MIPI aims to standardise sensor interfaces in smartphones


MIPI interfaces in a mobile device

MIPI interfaces in a mobile device

The MIPI Alliance is to develop interface specifications for sensors, including MEMS sensors, used in mobile devices.

The cross-industry organisation, which develops the physical layer interface specifications for chip-to-chip and chip-to-board interfaces in mobile devices, has been working with MEMS sensor suppliers and has created a sensor working group to help define specifications for the mobile phone developers to integrate sensors into their devices.

According to Mike Krell, director, marketing and membership at MIPI Alliance, mobile devices can have 10 or more sensors with 20 signals per device, and the digital interface landscape is fragmented and current standard architectures do not scale to reach future demands.

“Sensor vendors were cautious at first, but now they realise it is not threatening,” said Peter Lefkin, managing director, MIPI Alliance.

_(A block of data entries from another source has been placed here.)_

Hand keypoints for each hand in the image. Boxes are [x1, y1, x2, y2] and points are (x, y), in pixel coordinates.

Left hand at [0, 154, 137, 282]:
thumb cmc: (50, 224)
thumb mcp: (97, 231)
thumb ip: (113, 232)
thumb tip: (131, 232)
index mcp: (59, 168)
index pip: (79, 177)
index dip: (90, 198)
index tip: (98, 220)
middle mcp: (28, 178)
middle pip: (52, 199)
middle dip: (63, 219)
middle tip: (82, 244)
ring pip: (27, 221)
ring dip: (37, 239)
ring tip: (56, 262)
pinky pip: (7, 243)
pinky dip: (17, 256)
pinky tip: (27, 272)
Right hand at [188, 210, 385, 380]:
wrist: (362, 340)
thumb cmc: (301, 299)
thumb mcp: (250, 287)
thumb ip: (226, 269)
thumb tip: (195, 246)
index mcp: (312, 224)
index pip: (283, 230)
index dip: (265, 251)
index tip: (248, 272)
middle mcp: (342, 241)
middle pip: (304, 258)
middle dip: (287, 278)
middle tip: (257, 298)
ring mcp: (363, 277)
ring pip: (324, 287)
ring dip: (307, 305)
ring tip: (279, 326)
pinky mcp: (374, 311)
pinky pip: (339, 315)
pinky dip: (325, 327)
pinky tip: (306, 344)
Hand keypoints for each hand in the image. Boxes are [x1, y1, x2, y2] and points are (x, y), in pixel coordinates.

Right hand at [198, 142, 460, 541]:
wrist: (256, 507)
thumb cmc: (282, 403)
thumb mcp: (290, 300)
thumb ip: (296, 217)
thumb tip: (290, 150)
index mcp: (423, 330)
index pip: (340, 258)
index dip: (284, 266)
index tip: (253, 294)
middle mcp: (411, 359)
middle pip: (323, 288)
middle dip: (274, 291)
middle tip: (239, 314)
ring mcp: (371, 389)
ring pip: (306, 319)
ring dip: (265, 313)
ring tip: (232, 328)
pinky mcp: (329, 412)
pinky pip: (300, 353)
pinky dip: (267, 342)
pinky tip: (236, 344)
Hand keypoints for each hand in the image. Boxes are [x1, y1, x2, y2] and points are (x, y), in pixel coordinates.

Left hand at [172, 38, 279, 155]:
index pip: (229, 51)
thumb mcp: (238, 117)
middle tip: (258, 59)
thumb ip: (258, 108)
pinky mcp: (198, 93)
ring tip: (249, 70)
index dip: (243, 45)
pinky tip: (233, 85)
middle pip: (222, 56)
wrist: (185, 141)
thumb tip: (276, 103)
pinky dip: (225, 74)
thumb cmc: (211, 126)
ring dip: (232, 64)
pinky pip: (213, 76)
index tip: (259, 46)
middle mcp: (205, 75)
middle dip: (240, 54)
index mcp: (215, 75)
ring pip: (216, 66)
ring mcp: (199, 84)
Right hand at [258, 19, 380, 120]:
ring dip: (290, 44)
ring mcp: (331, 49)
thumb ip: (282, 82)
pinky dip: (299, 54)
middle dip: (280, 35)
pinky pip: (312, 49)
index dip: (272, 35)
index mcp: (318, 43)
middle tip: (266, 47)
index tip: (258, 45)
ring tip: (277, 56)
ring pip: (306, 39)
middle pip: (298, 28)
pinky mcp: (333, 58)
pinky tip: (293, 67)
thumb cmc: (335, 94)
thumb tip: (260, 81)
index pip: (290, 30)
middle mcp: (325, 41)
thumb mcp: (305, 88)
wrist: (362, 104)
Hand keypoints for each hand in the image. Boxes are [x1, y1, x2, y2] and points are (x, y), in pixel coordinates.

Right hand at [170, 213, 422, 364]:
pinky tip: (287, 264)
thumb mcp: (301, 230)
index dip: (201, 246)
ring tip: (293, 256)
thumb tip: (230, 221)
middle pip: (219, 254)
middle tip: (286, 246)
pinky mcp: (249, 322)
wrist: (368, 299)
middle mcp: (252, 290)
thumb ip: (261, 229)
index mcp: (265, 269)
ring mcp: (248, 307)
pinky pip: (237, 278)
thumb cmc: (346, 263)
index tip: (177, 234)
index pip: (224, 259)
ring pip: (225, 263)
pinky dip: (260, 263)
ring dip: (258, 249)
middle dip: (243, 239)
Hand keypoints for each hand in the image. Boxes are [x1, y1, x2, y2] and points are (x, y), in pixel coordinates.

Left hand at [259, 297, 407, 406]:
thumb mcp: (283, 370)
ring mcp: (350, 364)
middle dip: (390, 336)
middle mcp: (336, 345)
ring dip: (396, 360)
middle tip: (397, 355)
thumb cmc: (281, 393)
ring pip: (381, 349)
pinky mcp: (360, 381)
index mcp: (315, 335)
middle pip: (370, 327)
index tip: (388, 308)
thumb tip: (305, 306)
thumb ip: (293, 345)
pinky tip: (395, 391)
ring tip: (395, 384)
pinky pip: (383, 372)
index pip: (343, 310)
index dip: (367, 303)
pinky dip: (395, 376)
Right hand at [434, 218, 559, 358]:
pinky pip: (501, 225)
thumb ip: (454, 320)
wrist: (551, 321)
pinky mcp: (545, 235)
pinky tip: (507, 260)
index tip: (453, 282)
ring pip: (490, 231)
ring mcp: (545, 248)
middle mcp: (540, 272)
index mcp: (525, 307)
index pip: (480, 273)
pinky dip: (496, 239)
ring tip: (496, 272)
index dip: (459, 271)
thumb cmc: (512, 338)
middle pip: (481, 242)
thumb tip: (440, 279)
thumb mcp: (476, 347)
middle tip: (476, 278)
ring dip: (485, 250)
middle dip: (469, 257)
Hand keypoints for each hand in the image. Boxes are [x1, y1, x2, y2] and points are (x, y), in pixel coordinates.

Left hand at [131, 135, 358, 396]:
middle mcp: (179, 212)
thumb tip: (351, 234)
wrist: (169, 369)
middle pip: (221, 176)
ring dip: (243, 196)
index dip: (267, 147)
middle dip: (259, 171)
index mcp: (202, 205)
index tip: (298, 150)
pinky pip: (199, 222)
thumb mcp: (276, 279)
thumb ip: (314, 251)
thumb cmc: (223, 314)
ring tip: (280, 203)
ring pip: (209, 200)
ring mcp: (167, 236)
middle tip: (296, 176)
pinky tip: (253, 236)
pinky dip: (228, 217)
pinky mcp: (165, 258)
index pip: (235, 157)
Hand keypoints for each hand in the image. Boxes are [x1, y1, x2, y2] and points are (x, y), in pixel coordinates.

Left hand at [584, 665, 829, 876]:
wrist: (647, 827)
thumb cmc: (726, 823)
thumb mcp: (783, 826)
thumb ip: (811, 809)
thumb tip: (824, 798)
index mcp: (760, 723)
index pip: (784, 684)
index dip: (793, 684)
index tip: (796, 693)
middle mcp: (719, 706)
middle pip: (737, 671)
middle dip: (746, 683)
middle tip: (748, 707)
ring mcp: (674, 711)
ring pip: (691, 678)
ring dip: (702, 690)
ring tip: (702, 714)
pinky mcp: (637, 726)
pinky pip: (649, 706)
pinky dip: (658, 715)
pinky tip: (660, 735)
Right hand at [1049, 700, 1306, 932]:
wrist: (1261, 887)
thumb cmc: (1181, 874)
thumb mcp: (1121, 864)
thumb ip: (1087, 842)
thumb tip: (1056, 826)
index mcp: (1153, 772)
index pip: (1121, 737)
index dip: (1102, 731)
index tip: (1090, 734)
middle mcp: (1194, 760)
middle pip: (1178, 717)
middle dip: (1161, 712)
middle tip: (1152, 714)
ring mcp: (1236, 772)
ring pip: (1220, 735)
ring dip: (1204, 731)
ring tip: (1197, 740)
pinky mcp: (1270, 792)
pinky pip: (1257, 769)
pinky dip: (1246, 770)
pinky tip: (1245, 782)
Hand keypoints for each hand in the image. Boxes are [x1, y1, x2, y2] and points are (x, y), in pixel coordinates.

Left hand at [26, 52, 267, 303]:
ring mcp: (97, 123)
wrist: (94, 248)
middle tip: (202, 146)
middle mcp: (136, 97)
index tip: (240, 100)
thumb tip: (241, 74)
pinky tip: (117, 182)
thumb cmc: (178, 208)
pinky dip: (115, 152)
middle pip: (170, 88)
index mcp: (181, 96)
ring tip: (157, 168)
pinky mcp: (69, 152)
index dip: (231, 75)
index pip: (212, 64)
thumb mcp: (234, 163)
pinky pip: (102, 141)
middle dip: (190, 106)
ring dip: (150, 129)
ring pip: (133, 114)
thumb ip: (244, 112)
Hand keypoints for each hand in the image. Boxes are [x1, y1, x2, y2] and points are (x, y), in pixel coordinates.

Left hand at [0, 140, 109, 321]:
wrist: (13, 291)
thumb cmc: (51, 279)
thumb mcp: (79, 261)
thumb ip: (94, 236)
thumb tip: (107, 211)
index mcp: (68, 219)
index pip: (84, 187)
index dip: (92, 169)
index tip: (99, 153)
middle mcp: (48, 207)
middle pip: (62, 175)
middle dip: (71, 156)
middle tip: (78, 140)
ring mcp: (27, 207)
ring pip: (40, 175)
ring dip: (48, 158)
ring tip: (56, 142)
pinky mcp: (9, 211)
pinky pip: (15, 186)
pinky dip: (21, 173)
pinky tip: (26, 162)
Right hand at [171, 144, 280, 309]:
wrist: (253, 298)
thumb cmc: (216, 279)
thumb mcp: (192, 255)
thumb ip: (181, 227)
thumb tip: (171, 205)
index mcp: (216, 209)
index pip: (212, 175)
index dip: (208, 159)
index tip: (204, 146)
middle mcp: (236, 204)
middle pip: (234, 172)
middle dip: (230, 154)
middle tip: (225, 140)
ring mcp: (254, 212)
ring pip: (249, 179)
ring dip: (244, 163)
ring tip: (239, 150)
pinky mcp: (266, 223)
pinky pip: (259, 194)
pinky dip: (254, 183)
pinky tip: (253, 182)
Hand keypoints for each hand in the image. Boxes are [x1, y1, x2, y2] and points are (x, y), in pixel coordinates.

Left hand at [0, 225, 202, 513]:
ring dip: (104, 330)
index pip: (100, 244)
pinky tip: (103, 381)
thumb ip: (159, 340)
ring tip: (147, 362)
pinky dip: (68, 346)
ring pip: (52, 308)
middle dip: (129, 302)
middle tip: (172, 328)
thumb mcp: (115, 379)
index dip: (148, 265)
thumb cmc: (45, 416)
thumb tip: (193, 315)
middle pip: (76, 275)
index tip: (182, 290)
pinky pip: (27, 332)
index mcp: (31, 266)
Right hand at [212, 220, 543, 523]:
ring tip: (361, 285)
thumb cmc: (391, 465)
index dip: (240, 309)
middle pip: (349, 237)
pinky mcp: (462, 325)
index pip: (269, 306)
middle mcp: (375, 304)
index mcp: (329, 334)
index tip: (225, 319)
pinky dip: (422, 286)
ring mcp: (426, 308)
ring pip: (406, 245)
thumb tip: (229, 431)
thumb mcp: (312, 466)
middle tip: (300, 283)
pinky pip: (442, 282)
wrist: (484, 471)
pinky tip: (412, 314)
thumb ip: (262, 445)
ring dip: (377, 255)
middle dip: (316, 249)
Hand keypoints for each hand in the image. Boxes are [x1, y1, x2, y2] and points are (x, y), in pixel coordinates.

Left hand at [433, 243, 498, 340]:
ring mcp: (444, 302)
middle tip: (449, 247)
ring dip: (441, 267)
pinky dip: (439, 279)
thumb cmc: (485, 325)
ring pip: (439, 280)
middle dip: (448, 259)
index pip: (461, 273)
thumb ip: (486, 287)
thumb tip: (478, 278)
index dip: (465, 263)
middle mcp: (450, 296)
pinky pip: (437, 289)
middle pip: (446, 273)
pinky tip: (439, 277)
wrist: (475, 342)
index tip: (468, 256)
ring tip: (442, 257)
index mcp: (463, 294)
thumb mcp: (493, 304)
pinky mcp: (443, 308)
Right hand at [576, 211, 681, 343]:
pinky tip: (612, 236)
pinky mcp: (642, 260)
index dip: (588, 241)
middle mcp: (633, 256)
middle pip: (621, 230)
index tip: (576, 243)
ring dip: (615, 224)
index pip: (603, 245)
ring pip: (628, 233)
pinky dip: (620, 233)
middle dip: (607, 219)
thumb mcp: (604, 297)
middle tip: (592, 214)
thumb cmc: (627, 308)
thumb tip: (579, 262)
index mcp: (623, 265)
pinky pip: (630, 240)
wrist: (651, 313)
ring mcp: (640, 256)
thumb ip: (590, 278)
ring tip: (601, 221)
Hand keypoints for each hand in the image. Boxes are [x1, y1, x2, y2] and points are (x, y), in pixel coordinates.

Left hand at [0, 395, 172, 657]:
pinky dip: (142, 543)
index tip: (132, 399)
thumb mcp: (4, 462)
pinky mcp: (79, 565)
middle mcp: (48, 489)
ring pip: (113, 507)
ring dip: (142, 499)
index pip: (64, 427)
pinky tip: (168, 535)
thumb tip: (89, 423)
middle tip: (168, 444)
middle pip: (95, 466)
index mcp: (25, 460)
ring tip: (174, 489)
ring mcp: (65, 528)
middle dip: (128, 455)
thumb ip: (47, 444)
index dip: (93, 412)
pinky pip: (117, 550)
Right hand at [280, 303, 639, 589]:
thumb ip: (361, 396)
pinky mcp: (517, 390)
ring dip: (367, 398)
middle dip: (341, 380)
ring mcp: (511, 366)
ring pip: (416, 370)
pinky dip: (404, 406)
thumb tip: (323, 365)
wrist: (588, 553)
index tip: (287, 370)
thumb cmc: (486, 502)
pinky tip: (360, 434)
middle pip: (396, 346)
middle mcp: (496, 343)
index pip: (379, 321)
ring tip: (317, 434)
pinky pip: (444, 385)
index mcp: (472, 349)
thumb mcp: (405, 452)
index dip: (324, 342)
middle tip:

Does this mean the most commomonly used sensor interface, I2C, will be replaced by a MIPI specification?

“The issue is I2C has not evolved and devices with multiple sensors may be looking for another approach,” said Lefkin. “The interest is there amongst sensor vendors, now we must find the right path.”

It is likely NXP, lead developer of the I2C spec, will play a role in any proposed MIPI sensor specification.

The working group will address these issues and will include Ken Foust, Sensor Technologist at Intel, as chairman and Satwant Singh, Director of Strategic Planning with Lattice Semiconductor as vice chairman.

Lefkin believes the sensor specification will see MIPI standard interfaces being used outside of mobile devices in new application areas such as automotive, medical, cameras and scanners. “Where silicon goes, MIPI will follow,” said Lefkin.

According to Lefkin, developing specifications for non-mobile applications may see MIPI interfases going in the direction of higher power, longer range and even optical.

“The sensor specification should be available late 2014,” said Lefkin.

Before this the Alliance will introduce a high quality audio interface standard by Q2 of next year.

MIPI Alliance  was founded in 2003  and currently has more than 260 member companies specifying physical layer specifications for interfaces within the mobile phone. To date there are 45 MIPI standard interfaces.